I have a problem when importing a file with the xliff 2.0 filetype in Studio 2021. 
 The file itself is fine. The import in memoq for example works absolutely fine. 
 
 in Studio, there is a problem with the segmentation. All sentences in one segment: 
 
 I guess this is a bug. Any comments here?

Paul · Accepted Answer

Sarah Rauber 
 ok - the updated version is live on the appstore as of yesterday, and handles this scenario properly: 
 
 My initial comments on the use of XLIFF 2.0 are still valid, but using the Multilingual XML filetype will allow you to ignore the specification and just handle the file as you'd like.

Paul · Answer

Sarah Rauber 
 I think the only way to answer this question is to see the file. Can you share it, or at least cut it down in a text editor and share the file with only a few segments that behave badly for you? This way you could also anonymise the text if necessary.

Paul · Answer

Hi Sarah Rauber 
 Thanks for the file. I think this is a bug so I have logged a support case ( 00654964 ) for it. 
 I also tried to work around this using the Multilingual XML filetype and this works to resolve the segmentation problem you have shown here. But then introduces another segmentation problem because we cannot segment the CDATA sections using the embedded content filter and this is a current limitation of the API. 
 So unfortunately I think we're stuck until these problems are resolved by the core development team. I'll come back to you if I learn that I'm mistaken and the problem can be resolved, or once I know the bug number so we can track progress. 
 One possible solution, although a bit trickier, would be this: 
 
 use regex to add a target element that contains the content of your source element 
 create a new custom XML filetype that handles the target element only 
 
 When you translate and save the target you'll have a fully translated bilingual XLIFF 2.1 file.

Paul · Answer

Sarah Rauber

It seems that the behaviour is actually considered to be correct. The technical support explained this quite well and I worked through the steps using your file again below.

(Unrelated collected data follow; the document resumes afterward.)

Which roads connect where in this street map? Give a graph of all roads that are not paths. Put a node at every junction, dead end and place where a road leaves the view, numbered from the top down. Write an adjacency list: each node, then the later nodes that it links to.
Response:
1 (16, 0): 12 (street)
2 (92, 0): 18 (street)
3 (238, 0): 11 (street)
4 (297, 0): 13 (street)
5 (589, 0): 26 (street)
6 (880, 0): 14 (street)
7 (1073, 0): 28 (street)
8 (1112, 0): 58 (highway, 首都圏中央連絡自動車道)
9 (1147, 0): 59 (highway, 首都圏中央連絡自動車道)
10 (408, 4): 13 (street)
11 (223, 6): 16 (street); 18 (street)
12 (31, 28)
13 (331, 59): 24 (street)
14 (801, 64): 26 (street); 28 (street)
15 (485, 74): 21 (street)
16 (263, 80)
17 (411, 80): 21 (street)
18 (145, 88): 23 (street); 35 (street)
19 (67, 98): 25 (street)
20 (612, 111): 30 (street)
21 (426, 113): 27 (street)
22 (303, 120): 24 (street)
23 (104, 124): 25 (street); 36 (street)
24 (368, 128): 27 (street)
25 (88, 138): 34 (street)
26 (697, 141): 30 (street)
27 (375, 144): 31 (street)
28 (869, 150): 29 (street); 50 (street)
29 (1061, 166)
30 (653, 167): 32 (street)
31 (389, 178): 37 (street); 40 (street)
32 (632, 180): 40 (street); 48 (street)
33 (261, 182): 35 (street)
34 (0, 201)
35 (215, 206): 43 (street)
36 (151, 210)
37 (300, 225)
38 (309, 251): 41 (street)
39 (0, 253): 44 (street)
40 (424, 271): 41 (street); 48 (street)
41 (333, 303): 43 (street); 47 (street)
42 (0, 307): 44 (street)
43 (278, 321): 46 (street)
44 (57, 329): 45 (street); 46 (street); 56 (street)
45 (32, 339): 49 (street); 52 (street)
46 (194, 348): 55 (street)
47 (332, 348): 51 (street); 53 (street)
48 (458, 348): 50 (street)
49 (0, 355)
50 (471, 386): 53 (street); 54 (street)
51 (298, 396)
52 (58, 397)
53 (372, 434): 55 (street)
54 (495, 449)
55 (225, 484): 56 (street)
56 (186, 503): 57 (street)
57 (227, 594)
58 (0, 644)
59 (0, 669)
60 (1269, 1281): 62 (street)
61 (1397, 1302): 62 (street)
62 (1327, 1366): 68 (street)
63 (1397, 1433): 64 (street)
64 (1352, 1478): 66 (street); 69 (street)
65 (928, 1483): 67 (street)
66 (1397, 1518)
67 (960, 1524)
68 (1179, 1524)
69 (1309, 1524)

After some discussion about the expected behavior for segmentation on the XLIFF 2.0 files, we agreed that what the standard says is that agents should resegment, unless the canResegment attribute says otherwise:

http://docs.oasis-open.org/xliff/xliff-core/v2.0/xliff-core-v2.0.html#canResegment

Since the "canResegment" attribute will be treated hierarchically, all the segments in a <unit> must have it set to "yes". By default, it is set to "yes". So once a segment has it as "no", segmentation process doesn't take place.

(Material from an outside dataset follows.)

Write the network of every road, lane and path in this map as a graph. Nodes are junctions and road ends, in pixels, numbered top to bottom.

Because of this merging, in order to avoid concatenation of neighboring segments, it is recommended each segment to end with whitespace.

What this means is that Trados will "resegment" all of the content inside the <unit> elements (so all <segment> elements) if the "canResegment" attribute is set to "yes" or is missing (the default is set to "yes"). In your file it's missing.

(STEP1) In this specific example, Trados merges all of the content into two Translation units:

no.1 -> Ich bin der Titel des Formulars.
no.2 -> http://www.google.de[Neues Fenster]http://www.google.de[Neues Fenster]Ich bin die Seitenüberschrift.Ich bin der Intro-Text einer Seite. Ich bin optional. Ich kann HTML-Markup und Links enthalten und aus mehreren Absätzen bestehen. Auf dieser Seite befinden sich nur einfache Textfelder. Die verschiedenen Intro-/Outro-Texte und die verschiedenen Beschriftungspositionen gibt es bei allen Feldtypen.

(STEP2) Then the default language processing rule (or a TM if you have one), and the segmentation rules defined there (ie: sentence-based segmentation) kick in. So the 2nd "merged" TU is split in to smaller segments according to the TM segmentation; so you end up having in the Editor:

no.1 -> Ich bin der Titel des Formulars.
no.2 -> http://www.google.de[Neues Fenster]http://www.google.de[Neues Fenster]Ich bin die Seitenüberschrift.Ich bin der Intro-Text einer Seite. (because the whitespace is missing after the word "Seitenüberschrift.", segmentation doesn't occur here \ also specified in the documentation provided above)
no.3 -> Ich bin optional.
no.4 -> Ich kann HTML-Markup und Links enthalten und aus mehreren Absätzen bestehen.
no.5 -> Auf dieser Seite befinden sich nur einfache Textfelder.
no.6 -> Die verschiedenen Intro-/Outro-Texte und die verschiedenen Beschriftungspositionen gibt es bei allen Feldtypen.

Like this:

Screenshot of Trados Studio showing merged content into two translation units with highlighted HTML markup tags and links.

If the "canResegment" attribute is added to the file and its value is set to "no", then the filter won't merge the TU "segment" elements. So I edited the <file> element like this:

<file id="file" canResegment="no" >

STEP1 will no longer occur, so you'll see:

no.1 -> Ich bin der Titel des Formulars.
no.2 -> http://www.google.de
no.3 -> [Neues Fenster]
no.4 -> http://www.google.de
no.5 -> [Neues Fenster]
no.6 -> Ich bin die Seitenüberschrift.
no.7 -> Ich bin der Intro-Text einer Seite. Ich bin optional. Ich kann HTML-Markup und Links enthalten und aus mehreren Absätzen bestehen. Auf dieser Seite befinden sich nur einfache Textfelder. Die verschiedenen Intro-/Outro-Texte und die verschiedenen Beschriftungspositionen gibt es bei allen Feldtypen.

Like this:

Screenshot of Trados Studio displaying content segmented into multiple translation units with 'canResegment' attribute set to 'no'.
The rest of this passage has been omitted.